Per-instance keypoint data
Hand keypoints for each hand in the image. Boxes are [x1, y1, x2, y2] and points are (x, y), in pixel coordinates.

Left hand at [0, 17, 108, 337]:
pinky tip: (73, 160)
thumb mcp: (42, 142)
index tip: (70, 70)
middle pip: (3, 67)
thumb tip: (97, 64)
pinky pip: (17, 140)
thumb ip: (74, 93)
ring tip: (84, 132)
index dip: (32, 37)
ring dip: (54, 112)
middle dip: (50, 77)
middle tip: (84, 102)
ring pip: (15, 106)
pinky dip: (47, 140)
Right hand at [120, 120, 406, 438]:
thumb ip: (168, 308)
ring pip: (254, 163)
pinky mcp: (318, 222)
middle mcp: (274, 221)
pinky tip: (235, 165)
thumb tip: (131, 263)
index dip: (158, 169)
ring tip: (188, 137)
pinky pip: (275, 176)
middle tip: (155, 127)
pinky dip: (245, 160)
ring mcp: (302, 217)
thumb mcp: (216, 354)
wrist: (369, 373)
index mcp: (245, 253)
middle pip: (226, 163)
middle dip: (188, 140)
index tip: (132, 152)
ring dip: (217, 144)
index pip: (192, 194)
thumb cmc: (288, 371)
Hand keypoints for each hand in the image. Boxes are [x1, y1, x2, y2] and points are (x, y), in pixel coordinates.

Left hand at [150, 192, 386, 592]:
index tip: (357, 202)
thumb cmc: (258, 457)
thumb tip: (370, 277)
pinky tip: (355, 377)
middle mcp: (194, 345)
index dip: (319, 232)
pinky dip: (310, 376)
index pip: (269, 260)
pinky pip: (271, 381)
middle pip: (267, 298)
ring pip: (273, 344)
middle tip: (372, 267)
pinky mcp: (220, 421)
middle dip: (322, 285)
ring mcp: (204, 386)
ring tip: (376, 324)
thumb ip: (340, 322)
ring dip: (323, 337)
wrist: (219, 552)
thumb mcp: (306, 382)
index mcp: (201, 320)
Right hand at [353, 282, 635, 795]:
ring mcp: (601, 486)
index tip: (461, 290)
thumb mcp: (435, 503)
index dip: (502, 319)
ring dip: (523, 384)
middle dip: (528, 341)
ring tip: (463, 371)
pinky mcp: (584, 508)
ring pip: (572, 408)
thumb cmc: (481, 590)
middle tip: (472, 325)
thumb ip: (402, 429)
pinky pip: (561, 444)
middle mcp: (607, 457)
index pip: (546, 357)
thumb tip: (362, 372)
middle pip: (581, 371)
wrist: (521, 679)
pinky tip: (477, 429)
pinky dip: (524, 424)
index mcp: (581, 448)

▸ EXERCISE: Only the lines above starting with the one with "pinky dip: (245, 160)" and going through the one with "thumb cmc: (288, 371)" are to be copied, word for word and with both ends kept.

▸ TASK RESULT:
pinky dip: (245, 160)
ring mcp: (302, 217)
thumb mcp: (216, 354)
wrist: (369, 373)
index mcp: (245, 253)
middle pip: (226, 163)
middle dip: (188, 140)
index tip: (132, 152)
ring dip: (217, 144)
index pip: (192, 194)
thumb cmc: (288, 371)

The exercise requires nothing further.